(Records from a dataset)

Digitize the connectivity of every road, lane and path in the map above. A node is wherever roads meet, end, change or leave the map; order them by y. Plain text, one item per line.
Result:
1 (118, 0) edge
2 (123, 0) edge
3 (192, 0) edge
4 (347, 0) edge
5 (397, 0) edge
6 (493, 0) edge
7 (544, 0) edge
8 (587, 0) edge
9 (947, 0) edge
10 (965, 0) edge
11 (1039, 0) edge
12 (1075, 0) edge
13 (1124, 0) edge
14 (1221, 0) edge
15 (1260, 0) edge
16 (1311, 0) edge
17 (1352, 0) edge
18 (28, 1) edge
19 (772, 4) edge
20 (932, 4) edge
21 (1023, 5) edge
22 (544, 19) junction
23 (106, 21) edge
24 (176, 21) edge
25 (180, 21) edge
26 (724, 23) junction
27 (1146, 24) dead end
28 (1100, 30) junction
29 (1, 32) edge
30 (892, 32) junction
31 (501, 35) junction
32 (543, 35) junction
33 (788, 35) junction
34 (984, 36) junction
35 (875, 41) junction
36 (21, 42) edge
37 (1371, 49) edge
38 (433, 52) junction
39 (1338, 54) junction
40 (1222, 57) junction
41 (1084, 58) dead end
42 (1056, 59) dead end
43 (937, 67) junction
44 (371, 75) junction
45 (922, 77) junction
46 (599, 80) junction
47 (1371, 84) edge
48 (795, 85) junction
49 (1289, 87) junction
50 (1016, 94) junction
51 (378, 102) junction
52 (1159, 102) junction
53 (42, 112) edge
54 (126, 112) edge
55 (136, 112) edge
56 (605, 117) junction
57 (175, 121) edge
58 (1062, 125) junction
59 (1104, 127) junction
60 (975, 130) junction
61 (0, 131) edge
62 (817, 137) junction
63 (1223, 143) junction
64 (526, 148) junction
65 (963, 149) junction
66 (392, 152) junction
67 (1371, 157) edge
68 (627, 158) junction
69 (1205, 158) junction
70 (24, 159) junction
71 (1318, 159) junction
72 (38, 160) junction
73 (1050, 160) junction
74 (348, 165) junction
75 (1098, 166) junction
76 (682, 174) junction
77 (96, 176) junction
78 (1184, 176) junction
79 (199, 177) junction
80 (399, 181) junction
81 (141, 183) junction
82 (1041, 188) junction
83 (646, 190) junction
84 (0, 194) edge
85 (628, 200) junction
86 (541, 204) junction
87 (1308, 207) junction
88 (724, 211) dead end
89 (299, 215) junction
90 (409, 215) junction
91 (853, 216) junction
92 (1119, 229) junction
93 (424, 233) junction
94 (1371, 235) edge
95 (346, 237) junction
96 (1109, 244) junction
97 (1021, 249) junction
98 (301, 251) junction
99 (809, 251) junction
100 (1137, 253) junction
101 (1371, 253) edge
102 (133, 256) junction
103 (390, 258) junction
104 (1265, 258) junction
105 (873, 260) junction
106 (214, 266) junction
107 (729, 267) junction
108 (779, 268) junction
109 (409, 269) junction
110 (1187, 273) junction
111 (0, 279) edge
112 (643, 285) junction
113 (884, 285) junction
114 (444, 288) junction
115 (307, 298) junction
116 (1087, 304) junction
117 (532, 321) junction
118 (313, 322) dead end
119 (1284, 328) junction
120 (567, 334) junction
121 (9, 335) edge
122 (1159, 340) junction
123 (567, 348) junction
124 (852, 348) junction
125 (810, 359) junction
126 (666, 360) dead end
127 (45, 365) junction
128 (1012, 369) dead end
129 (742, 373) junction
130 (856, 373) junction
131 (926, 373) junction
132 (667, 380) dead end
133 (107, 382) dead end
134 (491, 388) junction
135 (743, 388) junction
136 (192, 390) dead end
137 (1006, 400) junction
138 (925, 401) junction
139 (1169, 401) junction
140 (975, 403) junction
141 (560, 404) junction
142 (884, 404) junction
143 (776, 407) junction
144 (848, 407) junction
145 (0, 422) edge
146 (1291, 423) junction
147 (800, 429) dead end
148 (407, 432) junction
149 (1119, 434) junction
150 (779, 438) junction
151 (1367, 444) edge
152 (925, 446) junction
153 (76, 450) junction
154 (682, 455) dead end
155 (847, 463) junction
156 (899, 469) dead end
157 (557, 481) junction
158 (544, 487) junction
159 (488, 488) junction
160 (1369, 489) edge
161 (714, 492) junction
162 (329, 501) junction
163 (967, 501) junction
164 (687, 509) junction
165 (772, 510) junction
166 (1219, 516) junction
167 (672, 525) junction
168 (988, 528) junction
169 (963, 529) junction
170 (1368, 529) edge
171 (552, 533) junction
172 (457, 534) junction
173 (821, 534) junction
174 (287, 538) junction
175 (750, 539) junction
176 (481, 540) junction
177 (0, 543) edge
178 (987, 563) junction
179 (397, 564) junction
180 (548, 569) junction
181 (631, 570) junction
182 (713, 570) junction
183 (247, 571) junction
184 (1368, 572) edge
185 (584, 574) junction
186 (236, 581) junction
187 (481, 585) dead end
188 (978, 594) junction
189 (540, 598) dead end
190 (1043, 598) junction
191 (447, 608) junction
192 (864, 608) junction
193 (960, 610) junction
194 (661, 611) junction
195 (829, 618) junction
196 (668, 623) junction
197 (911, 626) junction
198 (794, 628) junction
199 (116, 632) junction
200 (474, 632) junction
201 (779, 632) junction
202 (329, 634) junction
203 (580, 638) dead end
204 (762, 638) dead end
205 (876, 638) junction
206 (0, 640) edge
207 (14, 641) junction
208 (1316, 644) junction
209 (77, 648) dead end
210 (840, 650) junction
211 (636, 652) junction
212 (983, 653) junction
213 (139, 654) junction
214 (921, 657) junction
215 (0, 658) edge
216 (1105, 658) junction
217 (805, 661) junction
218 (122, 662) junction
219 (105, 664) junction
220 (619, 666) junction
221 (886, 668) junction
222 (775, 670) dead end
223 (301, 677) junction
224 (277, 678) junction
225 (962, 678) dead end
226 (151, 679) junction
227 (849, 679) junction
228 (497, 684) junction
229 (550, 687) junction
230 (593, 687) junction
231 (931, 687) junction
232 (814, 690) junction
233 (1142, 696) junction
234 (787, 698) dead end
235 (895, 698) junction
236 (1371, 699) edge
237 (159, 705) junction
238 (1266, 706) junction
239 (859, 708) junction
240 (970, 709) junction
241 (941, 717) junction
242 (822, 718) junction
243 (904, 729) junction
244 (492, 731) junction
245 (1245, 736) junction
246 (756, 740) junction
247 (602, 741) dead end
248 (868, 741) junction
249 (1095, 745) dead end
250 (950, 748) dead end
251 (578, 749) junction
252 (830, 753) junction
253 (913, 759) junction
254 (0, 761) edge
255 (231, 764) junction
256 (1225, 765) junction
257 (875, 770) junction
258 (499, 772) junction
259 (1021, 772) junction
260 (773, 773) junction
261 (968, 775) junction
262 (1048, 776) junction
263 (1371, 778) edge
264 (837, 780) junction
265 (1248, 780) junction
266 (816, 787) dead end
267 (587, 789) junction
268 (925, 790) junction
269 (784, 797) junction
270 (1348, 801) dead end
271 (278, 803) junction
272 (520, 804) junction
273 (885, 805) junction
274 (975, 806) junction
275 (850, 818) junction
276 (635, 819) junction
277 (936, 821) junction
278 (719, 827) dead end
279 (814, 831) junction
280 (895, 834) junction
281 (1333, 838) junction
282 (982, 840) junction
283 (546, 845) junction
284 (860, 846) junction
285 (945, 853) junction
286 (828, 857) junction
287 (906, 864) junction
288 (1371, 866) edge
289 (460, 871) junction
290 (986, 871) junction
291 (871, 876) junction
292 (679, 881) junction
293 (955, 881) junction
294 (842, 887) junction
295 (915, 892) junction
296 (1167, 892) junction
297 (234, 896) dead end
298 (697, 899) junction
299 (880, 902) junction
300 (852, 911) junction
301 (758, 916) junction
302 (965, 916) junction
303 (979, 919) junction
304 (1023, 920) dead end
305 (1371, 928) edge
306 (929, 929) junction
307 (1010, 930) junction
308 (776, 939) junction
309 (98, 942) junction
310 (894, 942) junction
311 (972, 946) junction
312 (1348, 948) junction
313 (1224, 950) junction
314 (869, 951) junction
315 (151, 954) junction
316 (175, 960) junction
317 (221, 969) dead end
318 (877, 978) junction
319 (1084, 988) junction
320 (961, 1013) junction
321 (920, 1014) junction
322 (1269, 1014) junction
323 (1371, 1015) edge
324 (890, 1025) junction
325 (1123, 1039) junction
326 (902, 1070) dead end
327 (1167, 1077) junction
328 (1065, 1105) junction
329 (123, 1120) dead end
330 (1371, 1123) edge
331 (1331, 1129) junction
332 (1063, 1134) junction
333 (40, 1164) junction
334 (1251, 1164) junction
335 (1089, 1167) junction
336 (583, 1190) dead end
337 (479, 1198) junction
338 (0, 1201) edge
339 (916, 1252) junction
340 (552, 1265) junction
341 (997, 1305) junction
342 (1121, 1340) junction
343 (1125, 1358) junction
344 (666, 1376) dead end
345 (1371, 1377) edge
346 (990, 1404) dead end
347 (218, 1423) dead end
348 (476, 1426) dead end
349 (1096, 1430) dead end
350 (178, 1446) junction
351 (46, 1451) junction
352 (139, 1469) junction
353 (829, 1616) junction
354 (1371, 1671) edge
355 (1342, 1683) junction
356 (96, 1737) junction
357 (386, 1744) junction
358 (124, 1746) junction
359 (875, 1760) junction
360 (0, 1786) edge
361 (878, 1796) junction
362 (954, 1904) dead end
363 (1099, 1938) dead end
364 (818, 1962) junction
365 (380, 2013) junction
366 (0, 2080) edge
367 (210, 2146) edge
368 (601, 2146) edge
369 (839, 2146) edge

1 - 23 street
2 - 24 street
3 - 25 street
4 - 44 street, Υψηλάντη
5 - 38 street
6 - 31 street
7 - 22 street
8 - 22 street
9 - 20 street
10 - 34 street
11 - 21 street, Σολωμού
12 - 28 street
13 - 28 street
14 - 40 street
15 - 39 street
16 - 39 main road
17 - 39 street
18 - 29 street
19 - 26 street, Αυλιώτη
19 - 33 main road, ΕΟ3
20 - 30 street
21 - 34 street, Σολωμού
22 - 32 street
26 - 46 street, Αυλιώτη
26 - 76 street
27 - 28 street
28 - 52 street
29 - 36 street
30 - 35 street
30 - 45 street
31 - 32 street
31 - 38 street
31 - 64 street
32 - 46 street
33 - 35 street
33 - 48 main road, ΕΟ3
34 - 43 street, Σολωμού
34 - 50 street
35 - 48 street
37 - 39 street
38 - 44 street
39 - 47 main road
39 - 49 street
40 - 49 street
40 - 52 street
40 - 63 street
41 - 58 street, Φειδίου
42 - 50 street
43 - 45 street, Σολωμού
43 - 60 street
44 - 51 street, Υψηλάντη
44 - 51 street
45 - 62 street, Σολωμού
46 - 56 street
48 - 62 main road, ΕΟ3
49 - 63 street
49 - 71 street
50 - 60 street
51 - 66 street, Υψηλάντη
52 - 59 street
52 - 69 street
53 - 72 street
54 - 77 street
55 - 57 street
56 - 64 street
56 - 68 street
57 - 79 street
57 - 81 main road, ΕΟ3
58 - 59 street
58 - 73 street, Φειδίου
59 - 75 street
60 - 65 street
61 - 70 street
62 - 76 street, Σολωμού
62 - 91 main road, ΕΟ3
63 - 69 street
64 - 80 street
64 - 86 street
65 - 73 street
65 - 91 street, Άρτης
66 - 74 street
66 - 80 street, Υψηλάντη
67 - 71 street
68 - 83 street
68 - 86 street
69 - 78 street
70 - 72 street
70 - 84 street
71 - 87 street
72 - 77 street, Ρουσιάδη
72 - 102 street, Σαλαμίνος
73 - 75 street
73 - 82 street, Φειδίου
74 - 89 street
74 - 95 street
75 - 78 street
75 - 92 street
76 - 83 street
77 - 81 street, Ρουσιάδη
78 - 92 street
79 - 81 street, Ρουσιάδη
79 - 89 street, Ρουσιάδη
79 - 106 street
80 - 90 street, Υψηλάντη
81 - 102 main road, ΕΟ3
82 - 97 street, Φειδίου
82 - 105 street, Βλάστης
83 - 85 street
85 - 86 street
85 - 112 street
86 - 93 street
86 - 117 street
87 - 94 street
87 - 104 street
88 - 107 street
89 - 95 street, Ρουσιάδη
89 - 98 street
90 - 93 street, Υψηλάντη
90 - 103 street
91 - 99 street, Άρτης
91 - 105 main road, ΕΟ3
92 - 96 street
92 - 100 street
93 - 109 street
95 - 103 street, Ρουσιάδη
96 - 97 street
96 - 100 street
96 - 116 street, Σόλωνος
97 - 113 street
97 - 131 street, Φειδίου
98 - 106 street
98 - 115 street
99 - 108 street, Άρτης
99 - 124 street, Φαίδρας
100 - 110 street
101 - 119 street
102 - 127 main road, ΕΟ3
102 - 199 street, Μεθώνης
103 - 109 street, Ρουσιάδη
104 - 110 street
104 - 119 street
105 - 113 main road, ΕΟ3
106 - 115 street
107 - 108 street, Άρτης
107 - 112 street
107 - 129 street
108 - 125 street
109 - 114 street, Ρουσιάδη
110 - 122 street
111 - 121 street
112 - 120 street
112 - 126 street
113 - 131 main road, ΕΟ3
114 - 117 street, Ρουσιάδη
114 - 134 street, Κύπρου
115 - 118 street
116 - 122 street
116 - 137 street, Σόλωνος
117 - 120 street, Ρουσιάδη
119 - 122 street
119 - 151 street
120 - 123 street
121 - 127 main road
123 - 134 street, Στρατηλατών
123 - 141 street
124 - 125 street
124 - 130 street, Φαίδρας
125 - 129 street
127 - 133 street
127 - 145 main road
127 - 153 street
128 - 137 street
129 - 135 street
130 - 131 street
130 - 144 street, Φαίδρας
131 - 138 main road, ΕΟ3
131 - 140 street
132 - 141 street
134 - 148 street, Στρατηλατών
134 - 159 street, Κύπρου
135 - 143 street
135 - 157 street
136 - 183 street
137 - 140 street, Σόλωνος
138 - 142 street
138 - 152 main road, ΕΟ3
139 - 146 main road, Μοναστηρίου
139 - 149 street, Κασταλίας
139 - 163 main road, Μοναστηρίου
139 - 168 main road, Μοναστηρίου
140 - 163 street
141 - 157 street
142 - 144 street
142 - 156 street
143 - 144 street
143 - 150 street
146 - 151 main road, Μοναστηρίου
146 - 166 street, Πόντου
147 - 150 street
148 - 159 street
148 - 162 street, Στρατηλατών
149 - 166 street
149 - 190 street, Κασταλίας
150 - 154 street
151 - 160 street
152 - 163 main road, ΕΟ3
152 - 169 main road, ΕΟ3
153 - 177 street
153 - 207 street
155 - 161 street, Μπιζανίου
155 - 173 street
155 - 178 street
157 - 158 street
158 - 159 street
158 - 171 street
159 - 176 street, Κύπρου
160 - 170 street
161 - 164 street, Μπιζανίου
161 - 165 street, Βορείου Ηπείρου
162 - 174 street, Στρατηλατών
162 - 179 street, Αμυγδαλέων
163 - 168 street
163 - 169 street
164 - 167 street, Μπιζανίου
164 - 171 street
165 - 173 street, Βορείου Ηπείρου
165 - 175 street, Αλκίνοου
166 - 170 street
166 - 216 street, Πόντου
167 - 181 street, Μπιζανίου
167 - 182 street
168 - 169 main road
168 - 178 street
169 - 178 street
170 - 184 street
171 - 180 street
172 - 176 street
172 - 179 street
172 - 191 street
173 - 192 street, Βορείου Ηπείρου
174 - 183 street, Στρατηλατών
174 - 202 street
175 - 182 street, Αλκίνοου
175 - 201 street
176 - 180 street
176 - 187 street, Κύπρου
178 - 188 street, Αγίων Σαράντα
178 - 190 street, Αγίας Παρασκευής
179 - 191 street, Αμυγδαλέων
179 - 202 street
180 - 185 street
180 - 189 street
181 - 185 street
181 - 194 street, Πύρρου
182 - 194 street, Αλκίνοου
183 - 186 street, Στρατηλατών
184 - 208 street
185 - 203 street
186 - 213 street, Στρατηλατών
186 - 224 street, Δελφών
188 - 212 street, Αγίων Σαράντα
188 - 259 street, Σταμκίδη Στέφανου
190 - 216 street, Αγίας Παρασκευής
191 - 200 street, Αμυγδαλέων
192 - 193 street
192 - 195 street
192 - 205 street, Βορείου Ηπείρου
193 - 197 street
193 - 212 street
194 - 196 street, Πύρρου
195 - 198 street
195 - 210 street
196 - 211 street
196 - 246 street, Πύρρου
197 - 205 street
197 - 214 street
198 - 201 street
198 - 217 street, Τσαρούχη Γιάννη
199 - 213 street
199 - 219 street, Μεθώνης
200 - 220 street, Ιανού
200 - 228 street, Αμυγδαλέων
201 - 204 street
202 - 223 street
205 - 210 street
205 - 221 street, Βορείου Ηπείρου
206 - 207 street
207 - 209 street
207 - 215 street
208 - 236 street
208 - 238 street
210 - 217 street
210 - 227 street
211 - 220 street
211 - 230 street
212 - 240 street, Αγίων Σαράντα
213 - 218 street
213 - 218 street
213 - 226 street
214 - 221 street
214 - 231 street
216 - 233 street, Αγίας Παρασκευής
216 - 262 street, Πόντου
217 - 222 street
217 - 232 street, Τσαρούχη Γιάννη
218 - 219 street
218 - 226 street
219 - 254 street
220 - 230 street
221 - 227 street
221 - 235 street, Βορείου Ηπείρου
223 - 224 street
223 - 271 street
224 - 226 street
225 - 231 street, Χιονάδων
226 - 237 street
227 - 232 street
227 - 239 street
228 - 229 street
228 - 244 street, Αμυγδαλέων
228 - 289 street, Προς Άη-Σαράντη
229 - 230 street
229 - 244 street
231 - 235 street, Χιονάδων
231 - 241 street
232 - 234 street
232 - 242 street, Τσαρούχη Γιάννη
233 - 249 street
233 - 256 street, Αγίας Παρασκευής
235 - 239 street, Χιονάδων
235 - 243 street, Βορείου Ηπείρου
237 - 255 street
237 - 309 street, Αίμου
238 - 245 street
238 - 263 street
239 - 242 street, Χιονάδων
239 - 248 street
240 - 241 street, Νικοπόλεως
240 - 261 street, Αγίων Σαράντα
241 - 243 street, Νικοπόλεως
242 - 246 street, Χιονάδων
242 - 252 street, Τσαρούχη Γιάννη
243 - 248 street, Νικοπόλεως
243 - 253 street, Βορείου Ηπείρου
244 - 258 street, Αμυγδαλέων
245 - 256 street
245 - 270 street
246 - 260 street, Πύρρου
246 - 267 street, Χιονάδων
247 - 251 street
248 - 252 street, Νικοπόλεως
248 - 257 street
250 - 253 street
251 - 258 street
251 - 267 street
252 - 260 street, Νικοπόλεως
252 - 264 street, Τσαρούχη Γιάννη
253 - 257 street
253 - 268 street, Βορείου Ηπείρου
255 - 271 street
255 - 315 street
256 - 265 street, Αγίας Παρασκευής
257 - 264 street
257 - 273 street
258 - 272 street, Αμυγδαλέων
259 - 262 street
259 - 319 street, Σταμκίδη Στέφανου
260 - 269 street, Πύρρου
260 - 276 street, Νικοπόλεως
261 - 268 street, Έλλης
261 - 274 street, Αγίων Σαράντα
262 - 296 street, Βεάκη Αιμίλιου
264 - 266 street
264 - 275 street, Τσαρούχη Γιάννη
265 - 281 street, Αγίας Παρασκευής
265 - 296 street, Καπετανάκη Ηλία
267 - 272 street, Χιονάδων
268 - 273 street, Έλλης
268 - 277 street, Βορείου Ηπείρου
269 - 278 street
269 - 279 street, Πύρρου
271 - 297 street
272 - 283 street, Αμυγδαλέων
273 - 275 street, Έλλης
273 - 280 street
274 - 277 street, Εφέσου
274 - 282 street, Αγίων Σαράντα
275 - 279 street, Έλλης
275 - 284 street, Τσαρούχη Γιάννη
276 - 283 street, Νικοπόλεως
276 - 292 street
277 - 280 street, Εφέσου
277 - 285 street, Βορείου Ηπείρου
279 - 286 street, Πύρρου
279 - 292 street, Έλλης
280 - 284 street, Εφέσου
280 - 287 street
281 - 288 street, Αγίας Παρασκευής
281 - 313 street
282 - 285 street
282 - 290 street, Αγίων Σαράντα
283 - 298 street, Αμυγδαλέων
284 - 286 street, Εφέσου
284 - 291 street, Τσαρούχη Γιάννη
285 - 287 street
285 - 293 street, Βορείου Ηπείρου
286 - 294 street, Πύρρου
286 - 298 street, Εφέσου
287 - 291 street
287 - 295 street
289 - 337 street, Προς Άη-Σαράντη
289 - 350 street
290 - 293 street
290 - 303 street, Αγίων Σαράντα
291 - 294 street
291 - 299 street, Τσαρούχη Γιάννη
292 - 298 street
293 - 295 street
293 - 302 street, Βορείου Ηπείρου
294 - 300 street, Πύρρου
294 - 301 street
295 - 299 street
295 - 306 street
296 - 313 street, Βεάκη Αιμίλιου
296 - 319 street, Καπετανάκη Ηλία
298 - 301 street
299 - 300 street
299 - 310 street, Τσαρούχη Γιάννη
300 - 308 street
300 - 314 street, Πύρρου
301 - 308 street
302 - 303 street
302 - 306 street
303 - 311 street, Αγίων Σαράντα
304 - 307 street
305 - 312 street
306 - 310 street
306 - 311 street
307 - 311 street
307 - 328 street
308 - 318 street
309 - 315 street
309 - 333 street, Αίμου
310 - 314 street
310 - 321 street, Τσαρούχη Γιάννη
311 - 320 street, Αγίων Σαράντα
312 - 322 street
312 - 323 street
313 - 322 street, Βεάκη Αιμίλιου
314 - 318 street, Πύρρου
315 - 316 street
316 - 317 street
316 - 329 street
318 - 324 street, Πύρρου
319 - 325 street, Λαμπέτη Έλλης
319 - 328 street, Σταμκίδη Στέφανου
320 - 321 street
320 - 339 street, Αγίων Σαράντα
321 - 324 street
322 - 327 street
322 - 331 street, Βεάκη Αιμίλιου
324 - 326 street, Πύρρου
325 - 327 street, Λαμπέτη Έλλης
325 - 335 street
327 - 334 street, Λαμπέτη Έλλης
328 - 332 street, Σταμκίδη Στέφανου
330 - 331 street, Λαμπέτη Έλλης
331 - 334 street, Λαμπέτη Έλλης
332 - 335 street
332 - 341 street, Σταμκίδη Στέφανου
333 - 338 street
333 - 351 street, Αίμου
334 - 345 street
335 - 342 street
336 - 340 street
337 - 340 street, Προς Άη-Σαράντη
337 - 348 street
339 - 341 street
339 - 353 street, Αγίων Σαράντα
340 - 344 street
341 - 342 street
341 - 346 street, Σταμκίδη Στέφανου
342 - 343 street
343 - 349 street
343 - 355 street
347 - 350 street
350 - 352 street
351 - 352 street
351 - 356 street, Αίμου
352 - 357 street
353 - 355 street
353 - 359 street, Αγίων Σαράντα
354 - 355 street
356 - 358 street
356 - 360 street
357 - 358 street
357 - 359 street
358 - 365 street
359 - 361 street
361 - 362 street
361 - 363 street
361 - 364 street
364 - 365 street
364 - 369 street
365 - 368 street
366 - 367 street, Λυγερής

Task brief ▸
Please go through the entries and show every line with the word "Χιονάδων".

Answer to the exercise ▸
225 - 231 street, Χιονάδων
231 - 235 street, Χιονάδων
235 - 239 street, Χιονάδων
239 - 242 street, Χιονάδων
242 - 246 street, Χιονάδων
246 - 267 street, Χιονάδων
267 - 272 street, Χιονάδων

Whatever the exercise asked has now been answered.